Момент был для него неудобный вступать со мной в спор.
Он долго курил и молчал. Я думал, он так себе молчит. А он, оказывается, что-то обдумывал.
— В коллектив никогда толком не собьются, — угрюмо сказал он наконец.
— Почему так?
— Да уж так, — протянул он. — Пятеро работают, а он, сукин сын, ходит и лодырничает…
Я спросил Холостова, откуда он знает про еврейские коллективы.
— А оттуда знаю, — отвечал он, — что мне сами евреи сказывали. Есть у меня знакомец из ихних же, еврей один…
— Ну, и что?
— А заходил ко мне и рассказывал. Как раз пришел, а у нас во дворе ссора. То ись не как бы сказать ссора, а обыкновенно ругали мы товарища одного своего… И даже так скажу, что и по морде ему давали.
— За что же это? — спросил я.
— За что давали? За то давали, что он, сукин сын, в артель вошел, а от работы-то и отлынивает. Что ж это ты, мол, говорим?
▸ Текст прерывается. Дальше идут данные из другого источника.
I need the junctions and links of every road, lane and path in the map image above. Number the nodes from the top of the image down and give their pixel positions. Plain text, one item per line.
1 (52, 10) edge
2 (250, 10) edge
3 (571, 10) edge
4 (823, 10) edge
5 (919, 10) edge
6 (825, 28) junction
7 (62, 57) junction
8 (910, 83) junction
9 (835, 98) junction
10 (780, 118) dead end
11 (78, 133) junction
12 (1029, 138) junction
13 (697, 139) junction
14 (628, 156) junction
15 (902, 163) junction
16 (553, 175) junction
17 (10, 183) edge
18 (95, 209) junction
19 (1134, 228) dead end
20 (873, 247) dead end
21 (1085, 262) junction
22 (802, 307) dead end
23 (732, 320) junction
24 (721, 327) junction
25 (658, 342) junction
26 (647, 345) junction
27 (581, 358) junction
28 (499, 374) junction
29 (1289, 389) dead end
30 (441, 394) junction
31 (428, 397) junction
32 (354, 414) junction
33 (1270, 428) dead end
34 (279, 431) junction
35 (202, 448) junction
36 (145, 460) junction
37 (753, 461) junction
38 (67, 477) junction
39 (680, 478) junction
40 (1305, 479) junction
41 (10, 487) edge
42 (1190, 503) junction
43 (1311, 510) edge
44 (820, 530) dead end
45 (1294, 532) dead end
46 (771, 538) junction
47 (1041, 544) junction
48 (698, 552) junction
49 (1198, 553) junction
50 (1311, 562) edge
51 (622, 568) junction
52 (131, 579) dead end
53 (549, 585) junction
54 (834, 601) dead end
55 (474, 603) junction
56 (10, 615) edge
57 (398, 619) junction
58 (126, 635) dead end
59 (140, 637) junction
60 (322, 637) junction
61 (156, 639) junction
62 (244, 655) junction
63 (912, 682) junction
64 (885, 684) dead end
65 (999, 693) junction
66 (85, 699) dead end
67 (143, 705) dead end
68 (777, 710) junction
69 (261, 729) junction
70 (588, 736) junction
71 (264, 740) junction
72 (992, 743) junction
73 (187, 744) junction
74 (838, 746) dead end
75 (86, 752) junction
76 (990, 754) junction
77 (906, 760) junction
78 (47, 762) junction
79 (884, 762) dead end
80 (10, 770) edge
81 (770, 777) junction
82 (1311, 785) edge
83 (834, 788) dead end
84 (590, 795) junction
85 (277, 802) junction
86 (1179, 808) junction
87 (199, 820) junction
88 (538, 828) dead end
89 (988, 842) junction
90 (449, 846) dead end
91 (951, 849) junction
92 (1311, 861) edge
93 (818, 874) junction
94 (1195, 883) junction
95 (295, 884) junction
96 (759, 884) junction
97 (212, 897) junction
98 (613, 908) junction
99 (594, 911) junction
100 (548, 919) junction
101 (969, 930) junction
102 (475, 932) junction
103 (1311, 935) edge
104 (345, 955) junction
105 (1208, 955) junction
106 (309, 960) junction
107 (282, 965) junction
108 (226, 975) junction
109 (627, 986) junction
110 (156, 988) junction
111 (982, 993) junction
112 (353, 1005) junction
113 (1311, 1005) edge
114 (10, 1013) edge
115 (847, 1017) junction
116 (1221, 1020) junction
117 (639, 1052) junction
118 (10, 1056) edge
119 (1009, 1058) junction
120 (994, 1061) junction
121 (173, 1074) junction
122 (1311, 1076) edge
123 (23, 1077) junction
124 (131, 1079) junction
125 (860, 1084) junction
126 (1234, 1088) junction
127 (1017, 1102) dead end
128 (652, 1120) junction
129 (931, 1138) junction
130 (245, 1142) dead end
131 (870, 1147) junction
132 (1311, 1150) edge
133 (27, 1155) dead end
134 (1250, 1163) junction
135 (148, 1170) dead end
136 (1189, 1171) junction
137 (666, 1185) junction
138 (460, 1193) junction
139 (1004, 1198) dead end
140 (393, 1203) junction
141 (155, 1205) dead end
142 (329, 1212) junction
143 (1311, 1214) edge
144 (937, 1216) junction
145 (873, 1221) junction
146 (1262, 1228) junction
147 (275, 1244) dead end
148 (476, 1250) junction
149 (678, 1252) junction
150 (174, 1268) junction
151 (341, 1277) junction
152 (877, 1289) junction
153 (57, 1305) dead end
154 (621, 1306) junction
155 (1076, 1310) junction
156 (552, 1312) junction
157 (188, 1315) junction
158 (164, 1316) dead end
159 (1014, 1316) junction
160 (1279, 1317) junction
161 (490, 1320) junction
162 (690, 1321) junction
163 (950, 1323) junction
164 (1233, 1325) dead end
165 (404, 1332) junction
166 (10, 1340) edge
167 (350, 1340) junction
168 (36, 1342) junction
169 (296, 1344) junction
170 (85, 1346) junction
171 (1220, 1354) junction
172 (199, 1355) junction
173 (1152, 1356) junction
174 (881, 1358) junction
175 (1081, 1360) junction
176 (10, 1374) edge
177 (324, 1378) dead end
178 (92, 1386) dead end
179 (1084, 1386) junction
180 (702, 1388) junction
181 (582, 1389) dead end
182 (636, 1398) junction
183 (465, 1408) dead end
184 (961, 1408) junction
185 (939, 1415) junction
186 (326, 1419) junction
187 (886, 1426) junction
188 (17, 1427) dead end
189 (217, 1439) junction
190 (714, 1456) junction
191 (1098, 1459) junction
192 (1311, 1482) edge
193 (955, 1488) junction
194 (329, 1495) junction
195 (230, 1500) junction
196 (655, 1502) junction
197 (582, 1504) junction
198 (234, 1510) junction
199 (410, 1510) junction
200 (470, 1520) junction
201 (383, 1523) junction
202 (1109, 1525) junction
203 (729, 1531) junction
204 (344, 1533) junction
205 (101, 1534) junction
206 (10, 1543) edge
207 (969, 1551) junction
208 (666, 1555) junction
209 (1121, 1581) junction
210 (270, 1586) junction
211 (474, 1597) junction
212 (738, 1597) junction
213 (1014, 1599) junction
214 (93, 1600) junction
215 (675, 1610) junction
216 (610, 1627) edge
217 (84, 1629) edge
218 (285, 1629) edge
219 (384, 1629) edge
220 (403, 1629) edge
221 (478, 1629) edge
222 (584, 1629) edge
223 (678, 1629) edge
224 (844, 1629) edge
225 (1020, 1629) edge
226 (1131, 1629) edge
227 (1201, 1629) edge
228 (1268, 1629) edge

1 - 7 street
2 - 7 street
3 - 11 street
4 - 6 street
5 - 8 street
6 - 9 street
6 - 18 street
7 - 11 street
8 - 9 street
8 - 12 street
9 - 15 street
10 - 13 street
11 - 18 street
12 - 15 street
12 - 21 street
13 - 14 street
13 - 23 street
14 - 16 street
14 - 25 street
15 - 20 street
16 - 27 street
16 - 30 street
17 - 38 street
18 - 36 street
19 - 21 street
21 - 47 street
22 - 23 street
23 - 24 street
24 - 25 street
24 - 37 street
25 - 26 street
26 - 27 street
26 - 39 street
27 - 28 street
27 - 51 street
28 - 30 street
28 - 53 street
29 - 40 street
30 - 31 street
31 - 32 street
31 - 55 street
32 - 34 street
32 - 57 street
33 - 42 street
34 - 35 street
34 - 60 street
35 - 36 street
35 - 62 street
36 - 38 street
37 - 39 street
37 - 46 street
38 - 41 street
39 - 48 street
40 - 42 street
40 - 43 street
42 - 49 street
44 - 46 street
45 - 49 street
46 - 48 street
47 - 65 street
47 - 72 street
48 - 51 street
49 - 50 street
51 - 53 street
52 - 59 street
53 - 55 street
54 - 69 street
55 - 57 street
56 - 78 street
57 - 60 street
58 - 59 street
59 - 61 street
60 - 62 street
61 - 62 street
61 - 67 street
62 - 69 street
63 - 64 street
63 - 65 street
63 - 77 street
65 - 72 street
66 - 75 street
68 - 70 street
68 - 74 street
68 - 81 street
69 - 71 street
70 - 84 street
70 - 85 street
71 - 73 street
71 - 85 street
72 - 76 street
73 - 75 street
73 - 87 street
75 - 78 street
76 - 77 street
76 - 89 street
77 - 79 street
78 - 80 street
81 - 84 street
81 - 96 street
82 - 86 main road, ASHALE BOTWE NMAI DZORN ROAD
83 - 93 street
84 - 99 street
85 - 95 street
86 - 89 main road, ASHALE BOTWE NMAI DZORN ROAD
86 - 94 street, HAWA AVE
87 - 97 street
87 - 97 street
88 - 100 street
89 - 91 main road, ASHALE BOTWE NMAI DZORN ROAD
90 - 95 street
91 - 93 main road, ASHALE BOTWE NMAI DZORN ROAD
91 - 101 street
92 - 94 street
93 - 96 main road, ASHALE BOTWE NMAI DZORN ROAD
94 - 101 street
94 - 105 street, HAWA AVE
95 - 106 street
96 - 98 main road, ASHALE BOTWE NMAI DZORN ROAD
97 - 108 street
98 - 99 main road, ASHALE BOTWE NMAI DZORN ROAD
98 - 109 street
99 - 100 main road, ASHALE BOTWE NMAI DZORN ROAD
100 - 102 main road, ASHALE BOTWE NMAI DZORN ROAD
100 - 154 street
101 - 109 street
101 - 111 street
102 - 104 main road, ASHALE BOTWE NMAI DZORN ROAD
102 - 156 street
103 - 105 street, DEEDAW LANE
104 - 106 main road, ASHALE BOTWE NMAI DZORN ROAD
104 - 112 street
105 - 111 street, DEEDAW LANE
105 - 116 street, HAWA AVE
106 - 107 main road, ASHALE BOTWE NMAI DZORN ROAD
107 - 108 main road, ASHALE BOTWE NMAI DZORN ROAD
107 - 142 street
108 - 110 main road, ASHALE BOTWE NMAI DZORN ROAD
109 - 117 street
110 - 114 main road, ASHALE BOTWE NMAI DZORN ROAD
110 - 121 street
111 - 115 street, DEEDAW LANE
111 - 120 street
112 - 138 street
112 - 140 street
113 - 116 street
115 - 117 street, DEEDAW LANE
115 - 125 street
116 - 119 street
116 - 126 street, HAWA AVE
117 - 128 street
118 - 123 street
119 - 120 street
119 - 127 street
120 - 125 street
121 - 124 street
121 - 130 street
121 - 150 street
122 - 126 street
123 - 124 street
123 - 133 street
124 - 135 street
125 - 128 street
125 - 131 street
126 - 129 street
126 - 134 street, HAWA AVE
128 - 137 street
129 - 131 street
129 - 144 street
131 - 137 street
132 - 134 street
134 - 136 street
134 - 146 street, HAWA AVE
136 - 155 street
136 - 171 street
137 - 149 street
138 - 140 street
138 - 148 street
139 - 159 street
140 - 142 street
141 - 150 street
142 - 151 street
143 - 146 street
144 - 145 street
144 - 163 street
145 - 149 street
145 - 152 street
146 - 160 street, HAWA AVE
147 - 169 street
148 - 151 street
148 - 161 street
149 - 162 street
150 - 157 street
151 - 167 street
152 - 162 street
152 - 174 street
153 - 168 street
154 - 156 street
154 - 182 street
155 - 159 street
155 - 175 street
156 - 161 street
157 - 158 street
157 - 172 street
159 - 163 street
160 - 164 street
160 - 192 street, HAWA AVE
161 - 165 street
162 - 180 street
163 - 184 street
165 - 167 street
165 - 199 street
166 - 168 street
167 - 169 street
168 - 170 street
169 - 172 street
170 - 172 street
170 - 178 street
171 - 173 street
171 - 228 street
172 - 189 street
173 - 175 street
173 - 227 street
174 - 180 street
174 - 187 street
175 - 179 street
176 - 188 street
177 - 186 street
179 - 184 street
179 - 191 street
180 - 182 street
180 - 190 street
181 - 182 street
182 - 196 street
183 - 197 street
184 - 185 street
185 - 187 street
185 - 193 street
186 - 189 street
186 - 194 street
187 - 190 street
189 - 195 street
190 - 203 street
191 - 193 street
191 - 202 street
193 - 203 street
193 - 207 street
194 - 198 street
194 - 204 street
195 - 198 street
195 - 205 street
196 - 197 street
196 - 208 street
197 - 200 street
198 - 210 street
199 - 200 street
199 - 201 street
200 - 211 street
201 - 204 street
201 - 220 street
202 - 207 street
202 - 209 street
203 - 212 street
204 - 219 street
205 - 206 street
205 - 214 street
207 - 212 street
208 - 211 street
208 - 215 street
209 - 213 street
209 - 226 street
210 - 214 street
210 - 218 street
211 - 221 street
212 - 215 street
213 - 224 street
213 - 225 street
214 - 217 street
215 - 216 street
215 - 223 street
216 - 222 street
Шесть нас человек, пятеро работают, а ты, мол…
Я слушал Холостова, не глядя на него. Я лежал, зажмурив глаза: солнце очень уж било прямо в лицо. А он оборвал рассказ на полуслове: в воздухе послышалось какое-то хлопание. Я взглянул на Холостова. Он замер. Собаки делали стойку. Откуда-то, наконец, явились фазаны, — пять жирных курочек и один петух.